Este desconcierto moral al que aludía el papa se agrava cuando, al revés del dictado de la naturaleza humana, son los mismísimos progenitores quienes reclaman la muerte de su propio vástago; de este modo, el amor primero y más sagrado que conoce una persona cuando viene a este mundo, el de sus padres, se ve quebrado para siempre por una torpe resolución teñida de bondad (el manido deseo de no verla sufrir). Por supuesto, y como afirmaba el pontífice, la sociedad se sirve de los omnipresentes y persuasivos mass media para propagar su cultura de la muerte, por lo que, en muchas ocasiones, un matrimonio afligido no contempla con respecto a su hijo otra vía al margen de la que aquella le ofrece: “En nombre del progreso y la modernidad, se presentan como superados ya los valores de la fidelidad, la castidad y el sacrificio, en los que se han distinguido y siguen distinguiéndose innumerables esposas y madres cristianas”.

Al respecto, y como contraposición a esta desnaturalizada imagen de la maternidad que hoy se nos propone a modo de ejemplo, es obligado destacar el papel de Susan Sarandon, la madre de Lorenzo, que se desgasta por la salud de su propio hijo y que le devuelve el aliento a su marido cuando este lo ha perdido (atención al cruce de palabras que mantienen aquella y Nick Nolte en referencia a esto); sin duda, ella encarna el elogio y el agradecimiento del papa a todas las mujeres que entregan la vida por su prole: “A este heroísmo cotidiano pertenece el testimonio silencioso, pero, a la vez, fecundo y elocuente, de todas las madres valientes, que se dedican sin reservas a su familia, que sufren al dar a luz a sus hijos y, luego, están dispuestas a soportar cualquier esfuerzo, a afrontar cualquier sacrificio, para transmitirles lo mejor de sí mismas […]. Os damos las gracias, madres heroicas, por vuestro amor invencible; os damos las gracias por la intrépida confianza en Dios y en su amor; os damos las gracias por el sacrificio de vuestra vida”.

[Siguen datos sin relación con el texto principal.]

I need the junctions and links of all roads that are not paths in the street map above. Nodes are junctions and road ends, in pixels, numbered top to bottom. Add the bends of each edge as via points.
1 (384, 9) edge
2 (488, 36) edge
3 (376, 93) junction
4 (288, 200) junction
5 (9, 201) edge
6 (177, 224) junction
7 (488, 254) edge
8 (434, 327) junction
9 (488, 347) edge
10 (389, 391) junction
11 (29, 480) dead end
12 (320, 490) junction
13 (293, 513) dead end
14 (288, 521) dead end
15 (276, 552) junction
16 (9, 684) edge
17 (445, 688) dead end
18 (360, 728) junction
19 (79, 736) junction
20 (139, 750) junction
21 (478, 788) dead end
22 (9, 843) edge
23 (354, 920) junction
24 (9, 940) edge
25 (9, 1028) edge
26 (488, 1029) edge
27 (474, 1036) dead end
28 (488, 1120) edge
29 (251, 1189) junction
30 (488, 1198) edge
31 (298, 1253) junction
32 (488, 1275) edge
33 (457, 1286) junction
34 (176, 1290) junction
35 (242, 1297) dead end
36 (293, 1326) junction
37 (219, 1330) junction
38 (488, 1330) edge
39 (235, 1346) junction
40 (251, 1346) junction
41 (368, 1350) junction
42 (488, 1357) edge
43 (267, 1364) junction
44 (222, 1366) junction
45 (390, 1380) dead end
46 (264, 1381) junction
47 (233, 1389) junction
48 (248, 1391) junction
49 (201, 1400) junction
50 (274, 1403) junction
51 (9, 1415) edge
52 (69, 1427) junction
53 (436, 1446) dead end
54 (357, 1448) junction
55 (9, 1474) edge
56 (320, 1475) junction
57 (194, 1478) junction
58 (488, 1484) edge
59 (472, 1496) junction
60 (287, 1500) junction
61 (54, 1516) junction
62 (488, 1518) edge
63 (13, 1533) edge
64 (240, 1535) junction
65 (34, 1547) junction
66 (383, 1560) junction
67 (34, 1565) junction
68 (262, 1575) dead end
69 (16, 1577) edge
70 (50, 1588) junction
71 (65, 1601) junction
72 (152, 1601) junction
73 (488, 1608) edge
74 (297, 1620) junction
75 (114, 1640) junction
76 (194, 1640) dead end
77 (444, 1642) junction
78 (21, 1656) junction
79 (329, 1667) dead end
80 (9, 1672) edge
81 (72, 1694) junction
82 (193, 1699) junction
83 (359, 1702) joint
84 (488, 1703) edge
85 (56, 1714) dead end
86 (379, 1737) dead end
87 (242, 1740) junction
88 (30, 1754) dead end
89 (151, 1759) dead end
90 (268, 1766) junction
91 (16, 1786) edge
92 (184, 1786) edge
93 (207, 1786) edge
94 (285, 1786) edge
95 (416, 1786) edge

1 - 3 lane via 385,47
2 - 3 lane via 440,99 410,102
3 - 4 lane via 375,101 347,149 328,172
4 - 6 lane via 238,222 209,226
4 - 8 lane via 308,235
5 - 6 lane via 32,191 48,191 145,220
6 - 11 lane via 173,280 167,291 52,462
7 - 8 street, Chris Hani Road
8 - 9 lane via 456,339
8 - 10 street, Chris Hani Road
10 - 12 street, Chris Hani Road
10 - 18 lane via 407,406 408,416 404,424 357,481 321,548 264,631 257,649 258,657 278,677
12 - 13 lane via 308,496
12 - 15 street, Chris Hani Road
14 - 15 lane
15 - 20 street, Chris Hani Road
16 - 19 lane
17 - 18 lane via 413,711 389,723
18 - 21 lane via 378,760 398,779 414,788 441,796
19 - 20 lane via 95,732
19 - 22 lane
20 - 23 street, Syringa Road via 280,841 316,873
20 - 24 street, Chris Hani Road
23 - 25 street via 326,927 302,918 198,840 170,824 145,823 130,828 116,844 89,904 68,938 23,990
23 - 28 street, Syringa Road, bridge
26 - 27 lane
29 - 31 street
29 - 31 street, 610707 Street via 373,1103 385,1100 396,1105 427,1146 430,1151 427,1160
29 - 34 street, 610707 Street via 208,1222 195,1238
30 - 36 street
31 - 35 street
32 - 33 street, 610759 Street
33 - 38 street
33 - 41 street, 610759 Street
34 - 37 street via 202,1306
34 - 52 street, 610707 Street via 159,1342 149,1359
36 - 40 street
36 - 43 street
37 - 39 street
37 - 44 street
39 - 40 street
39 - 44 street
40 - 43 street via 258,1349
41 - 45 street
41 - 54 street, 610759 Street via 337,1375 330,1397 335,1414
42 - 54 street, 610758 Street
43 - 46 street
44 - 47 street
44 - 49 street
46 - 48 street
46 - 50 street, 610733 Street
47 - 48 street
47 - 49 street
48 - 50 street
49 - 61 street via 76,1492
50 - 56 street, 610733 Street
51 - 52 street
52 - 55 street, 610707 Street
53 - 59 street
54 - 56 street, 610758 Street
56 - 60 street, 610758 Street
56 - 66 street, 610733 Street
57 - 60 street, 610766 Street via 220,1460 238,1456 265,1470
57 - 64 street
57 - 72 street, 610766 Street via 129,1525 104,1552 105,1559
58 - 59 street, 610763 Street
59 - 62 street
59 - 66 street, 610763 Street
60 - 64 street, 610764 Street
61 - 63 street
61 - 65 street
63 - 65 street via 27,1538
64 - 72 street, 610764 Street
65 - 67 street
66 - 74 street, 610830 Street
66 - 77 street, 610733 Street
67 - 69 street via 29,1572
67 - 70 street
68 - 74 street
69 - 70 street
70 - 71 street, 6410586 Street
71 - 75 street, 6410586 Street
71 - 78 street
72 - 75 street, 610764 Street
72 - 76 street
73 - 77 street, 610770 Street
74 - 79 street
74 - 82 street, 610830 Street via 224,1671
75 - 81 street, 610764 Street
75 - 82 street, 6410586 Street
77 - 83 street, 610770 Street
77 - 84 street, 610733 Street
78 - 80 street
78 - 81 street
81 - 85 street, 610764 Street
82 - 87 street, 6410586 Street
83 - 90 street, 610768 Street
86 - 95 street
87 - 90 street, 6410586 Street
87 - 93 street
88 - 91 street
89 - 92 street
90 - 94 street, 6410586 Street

De esta forma, El aceite de la vida es un testigo cinematográfico de la esperanza y del arrojo cristianos; una muestra de lo que debe ser la auténtica civilización del amor, caracterizada por“tantísimos gestos de entrega, con frecuencia humilde y escondida, realizados por hombres y mujeres, niños y adultos, jóvenes y ancianos, sanos y enfermos”, que manifiestan el grado más elevado del afecto, que es dar la vida por la persona amada, y un revulsivo, por ende, y como decíamos al principio de este texto, que aguijonea las adormecidas conciencias de nuestro tiempo, sometidas al ominoso yugo de la cultura de la muerte.